Neumann: Es gibt mehrere Beweggründe. Bei den jungen Mädchen herrscht eine romantisch-naive Begeisterung für den Dschihad vor. Sie träumen davon, einen Kämpfer zu heiraten und ein großes Abenteuer zu erleben. Andererseits stammen auch viele dieser Frauen aus streng konservativen, muslimischen Familien. Sie nehmen die Reise in den Islamischen Staat fast schon als eine Art Befreiung wahr, weil die Eltern zum Beispiel den Lebenspartner für sie aussuchen wollen und ihnen ein Studium verbieten. Der IS suggeriert ihnen dann ungewohnte Freiheiten.

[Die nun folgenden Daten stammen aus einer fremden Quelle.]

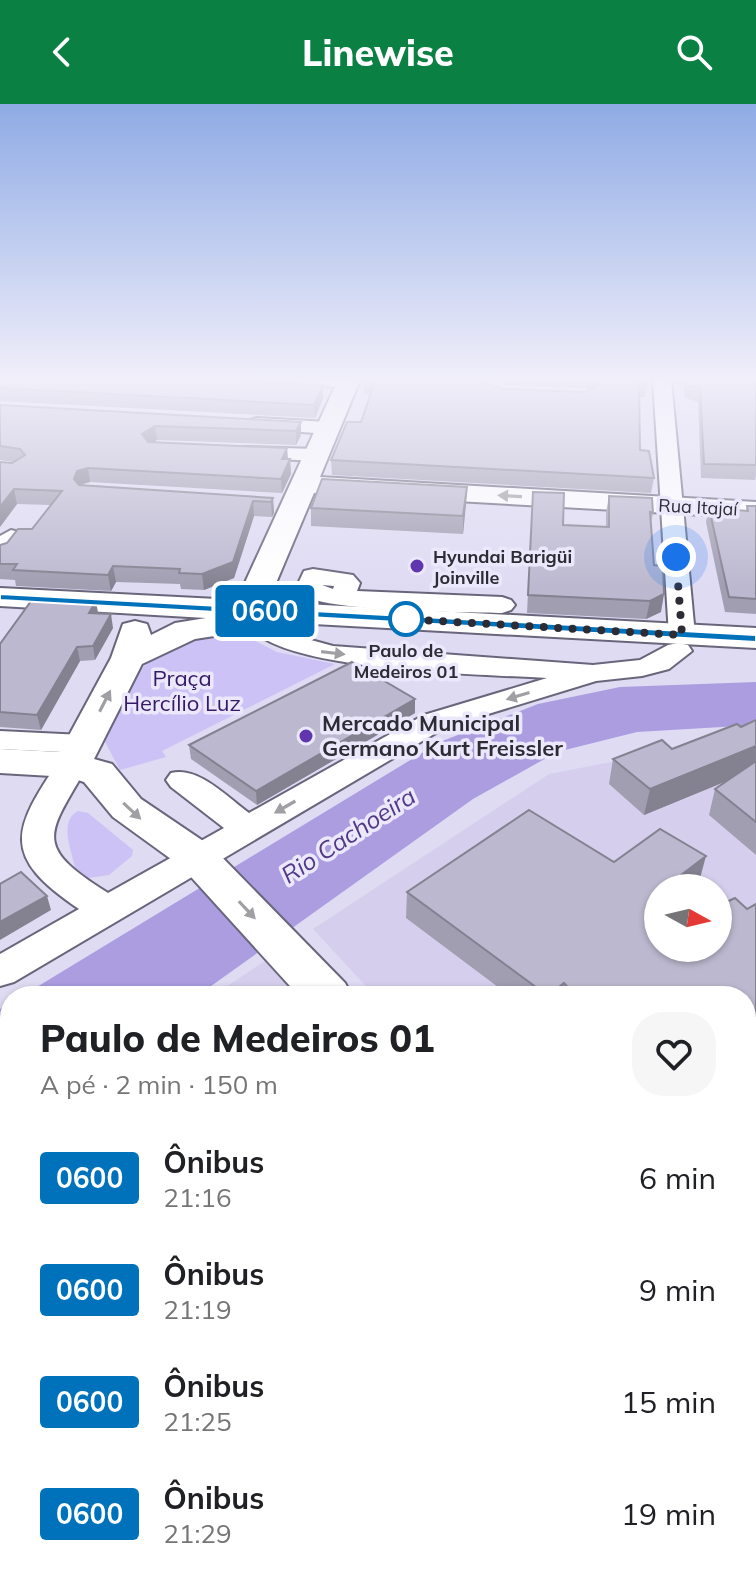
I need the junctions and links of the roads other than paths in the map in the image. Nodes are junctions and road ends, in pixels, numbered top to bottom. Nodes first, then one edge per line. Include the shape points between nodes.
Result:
1 (320, 449) edge
2 (668, 449) edge
3 (215, 452) edge
4 (318, 455) junction
5 (293, 497) junction
6 (672, 505) junction
7 (756, 510) edge
8 (0, 597) edge
9 (343, 597) dead end
10 (502, 605) dead end
11 (0, 610) edge
12 (120, 616) junction
13 (255, 618) junction
14 (756, 638) edge
15 (680, 643) junction
16 (756, 655) edge
17 (128, 658) junction
18 (593, 673) junction
19 (0, 740) edge
20 (78, 754) junction
21 (0, 761) edge
22 (182, 780) dead end
23 (247, 828) junction
24 (203, 862) junction
25 (107, 910) junction
26 (0, 972) edge
27 (318, 986) edge

1 - 4 main road
2 - 6 street
3 - 4 street
4 - 5 main road
6 -> 5 main road, Rua Itajaí
5 - 13 main road
6 - 7 main road, Rua Itajaí
6 - 15 street
8 - 13 main road
9 - 10 street
11 - 12 main road
12 - 13 main road
12 - 17 main road via 135,631
13 - 15 main road
13 - 17 main road via 187,630
13 -> 18 street via 290,643 333,654
14 - 15 main road
15 - 16 main road
15 - 18 street via 659,663
20 -> 17 main road
18 -> 23 street via 435,721
19 - 20 street
20 - 21 main road
20 -> 24 main road via 127,808
20 - 25 street via 41,823 37,852
22 - 23 street
23 - 24 street
24 - 25 street
24 -> 27 main road
25 - 26 street

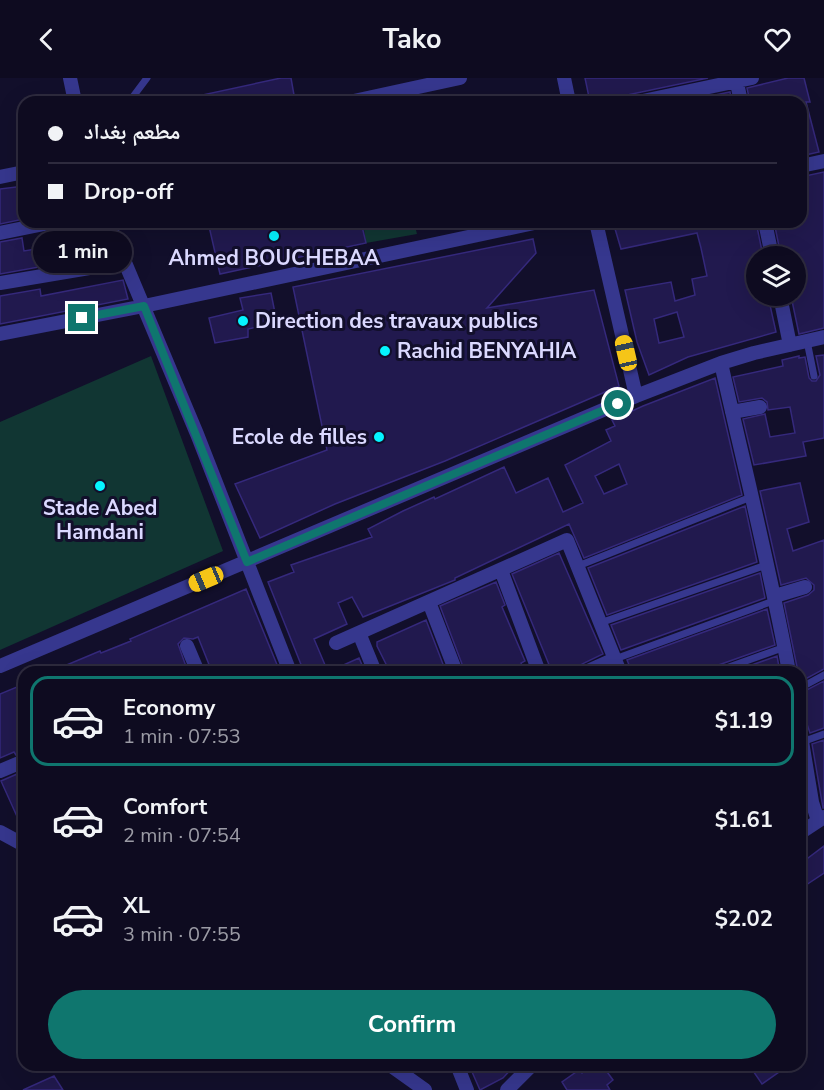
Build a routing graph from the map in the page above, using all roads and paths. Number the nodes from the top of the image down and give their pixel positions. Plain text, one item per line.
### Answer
1 (70, 78) edge
2 (147, 78) edge
3 (460, 78) edge
4 (564, 78) edge
5 (752, 78) edge
6 (736, 80) edge
7 (74, 96) edge
8 (134, 96) edge
9 (377, 96) edge
10 (568, 96) edge
11 (665, 96) edge
12 (740, 96) edge
13 (824, 161) edge
14 (807, 165) edge
15 (18, 173) edge
16 (0, 177) edge
17 (25, 228) edge
18 (110, 228) edge
19 (511, 228) edge
20 (597, 228) edge
21 (766, 228) edge
22 (0, 233) edge
23 (770, 246) edge
24 (124, 262) junction
25 (0, 284) edge
26 (144, 306) junction
27 (782, 306) edge
28 (0, 334) edge
29 (824, 337) edge
30 (807, 341) junction
31 (790, 345) junction
32 (722, 363) junction
33 (814, 376) dead end
34 (636, 396) junction
35 (760, 407) dead end
36 (732, 412) junction
37 (751, 497) junction
38 (247, 562) junction
39 (766, 565) junction
40 (578, 566) junction
41 (501, 570) junction
42 (805, 587) dead end
43 (776, 598) junction
44 (429, 602) junction
45 (600, 623) junction
46 (359, 633) junction
47 (336, 643) dead end
48 (188, 646) dead end
49 (785, 647) junction
50 (0, 666) edge
51 (196, 666) edge
52 (288, 666) edge
53 (373, 666) edge
54 (454, 666) edge
55 (537, 666) edge
56 (618, 666) edge
57 (732, 666) edge
58 (788, 666) edge
59 (824, 675) edge
60 (806, 685) edge
61 (824, 734) edge
62 (806, 737) edge
63 (806, 761) edge
64 (18, 764) edge
65 (0, 771) edge
66 (821, 819) edge
67 (806, 829) edge
68 (0, 832) edge
69 (18, 841) edge
70 (398, 1071) edge
71 (459, 1071) edge
72 (526, 1071) edge
73 (425, 1090) edge
74 (467, 1090) edge
75 (507, 1090) edge

1 - 7 street
2 - 8 lane
3 - 9 street
4 - 10 street
5 - 6 street
6 - 11 street
6 - 12 street
13 - 14 street
15 - 16 street
17 - 22 street
18 - 24 street
19 - 26 street
20 - 34 street
21 - 23 street
24 - 25 street
24 - 26 street
26 - 28 street
26 - 38 street
27 - 31 street
29 - 30 street
30 - 31 street
30 - 33 lane
31 - 32 street
32 - 34 street
32 - 36 street
34 - 38 street
35 - 36 street
36 - 37 street
37 - 39 street
37 - 40 lane
38 - 50 street
38 - 52 street
39 - 43 street
39 - 45 lane
40 - 41 street
40 - 45 street
41 - 44 street
41 - 55 street
42 - 43 street
43 - 49 street
43 - 56 lane
44 - 46 street
44 - 54 street
45 - 56 street
46 - 47 street
46 - 53 street
48 - 51 street
49 - 57 lane
49 - 58 street
59 - 60 lane
61 - 62 lane
63 - 66 street
64 - 65 street
66 - 67 street
68 - 69 street
70 - 73 street
71 - 74 street
72 - 75 street

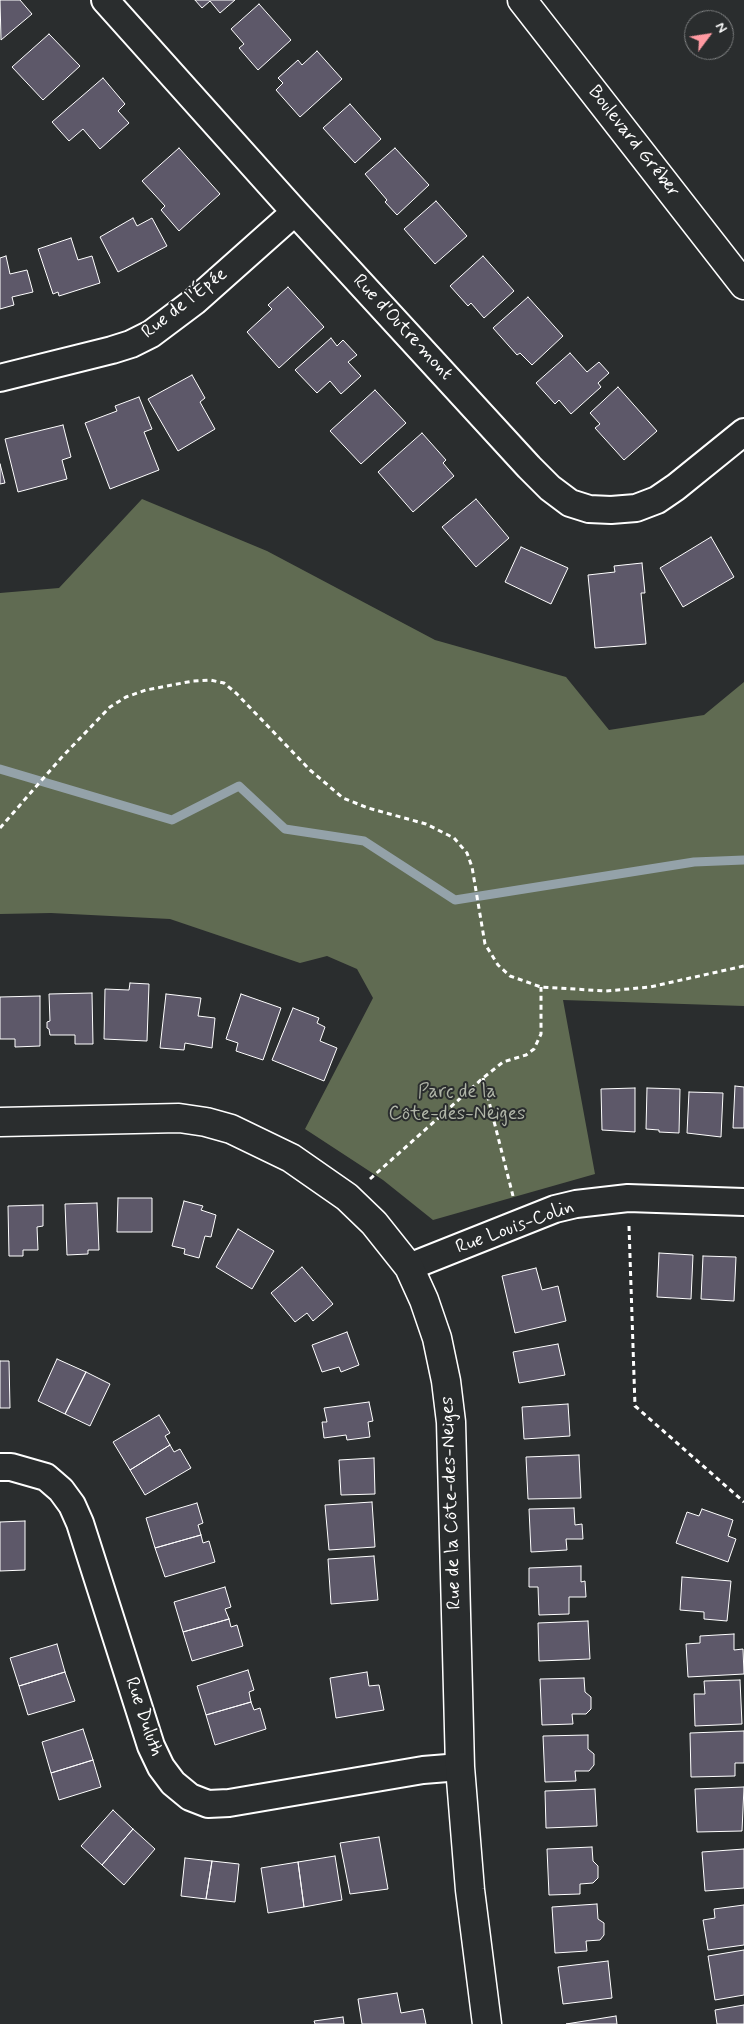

Wenn Sie einen Blick in die Zukunft wagen: Worauf muss sich Deutschland einstellen, was die Terrorgefahr angeht?

Neumann:
Deutschland steht im Fadenkreuz des IS. Es gibt jeden Monat Aufrufe des IS in deutscher Sprache, Anschläge in Deutschland zu verüben. Der Terror ist ein Thema, das uns leider noch viele Jahre begleiten wird. Das Wichtigste ist, dass wir uns als Gesellschaft davon nicht verrückt machen lassen. Denn das ist ja genau die Absicht der Terroristen. Das ultimative Ziel des Terrorismus ist es nicht, möglichst viele Menschen umzubringen, sondern Gesellschaften zu terrorisieren. Das heißt: Angst zu säen, Misstrauen zu verbreiten, Gesellschaften zu spalten. Wenn wir das geschehen lassen, wenn wir dieses Spiel der Terroristen mitspielen und sich unsere Gesellschaften immer weiter polarisieren, schaffen wir dadurch die Grundlage für noch mehr Radikalisierung.